Le président de la République, Kais Saïed, a affirmé que la Tunisie a aujourd’hui davantage besoin d’un « nouvel esprit » dans l’application des textes que de nouvelles lois, soulignant que l’efficacité de l’action publique dépend avant tout de l’intégrité et du sens des responsabilités de ceux chargés de les mettre en œuvre.
Il s’exprimait lors d’un entretien dans l’après-midi de lundi 9 février au palais de Carthage avec la cheffe du gouvernement, Sarra Zaâfrani Zenzri.
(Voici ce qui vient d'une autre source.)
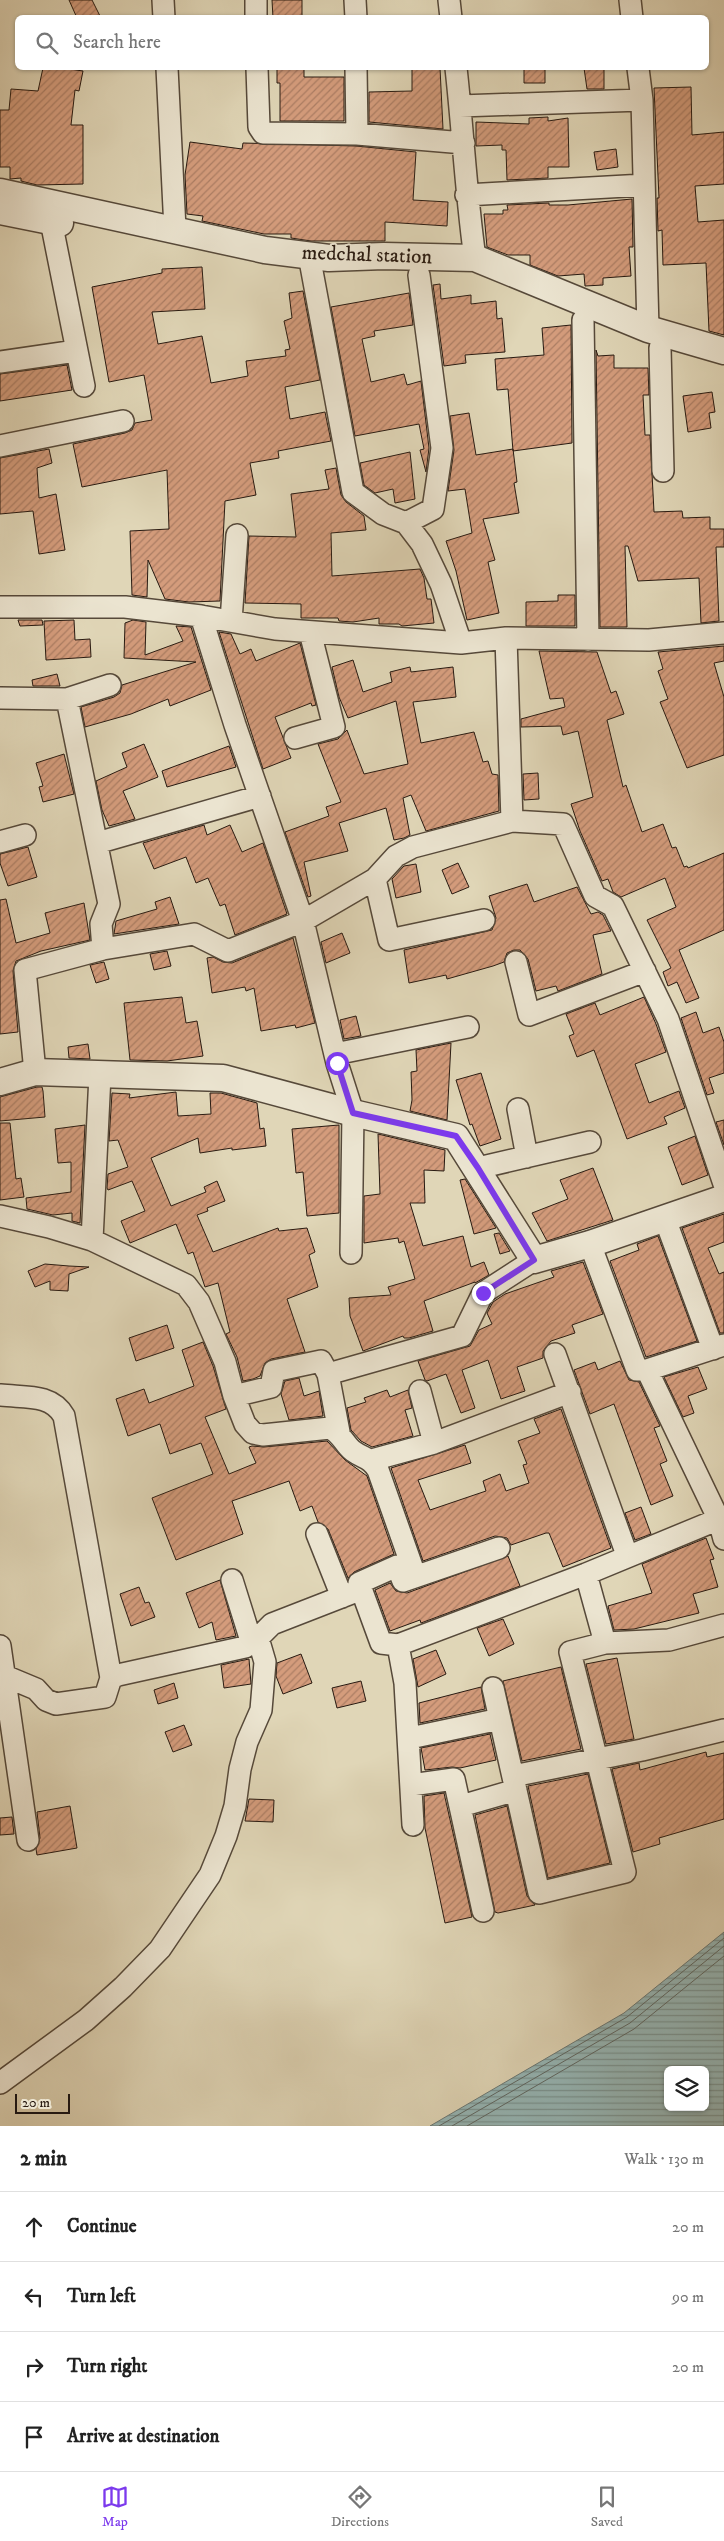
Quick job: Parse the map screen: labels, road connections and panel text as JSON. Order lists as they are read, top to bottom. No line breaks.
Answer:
{"streets":{"street":["medchal station"]},"scale_bar":"20 m","page":{"search":"Search here","scale":"20 m","heading":["2 min","Walk · 130 m"],"list":[["Continue","20 m"],["Turn left","90 m"],["Turn right","20 m"],"Arrive at destination"],"nav":["Map","Directions","Saved"]}}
Selon un communiqué de la présidence, le chef de l’État a insisté sur la nécessité d’élaborer des textes réglementaires capables d’avoir un impact direct sur la vie des citoyens, notamment en préservant le pouvoir d’achat, en freinant la hausse des prix, en luttant contre la spéculation et en réduisant les importations jugées non essentielles.
Kais Saïed a également établi un lien entre l’« inflation législative » et la « suradministration excessive », estimant que ces deux phénomènes relèvent d’une bureaucratie nuisible et constituent une forme de gaspillage de l’argent public. Pour lui, ce qui importe désormais n’est plus tant le contenu des textes que « l’esprit intègre et sain » de ceux qui veillent à leur application effective.
Quid de la justice sociale ?
Abordant le domaine de l’investissement et les projets de textes y afférents, le président de la République a réaffirmé l’engagement de l’État à œuvrer pour la justice sociale, appelant à identifier les véritables obstacles qui entravent sa concrétisation sur le terrain. Il a attribué ces blocages non seulement aux textes eux-mêmes, mais surtout à l’influence persistante des lobbies au sein de l’administration et à une corruption qu’il a qualifiée de galopante.
Satisfécit…
Sur le plan politique et économique, Kais Saïed a souligné que la Tunisie, en suivant souverainement sa propre voie, est parvenue à réaliser des performances que certains jugeaient irréalistes. Il a, dans ce contexte, dénoncé des appels « suspects » émanant de parties qu’il a qualifiées de peu patriotiques et visant à imposer des sanctions économiques contre le pays.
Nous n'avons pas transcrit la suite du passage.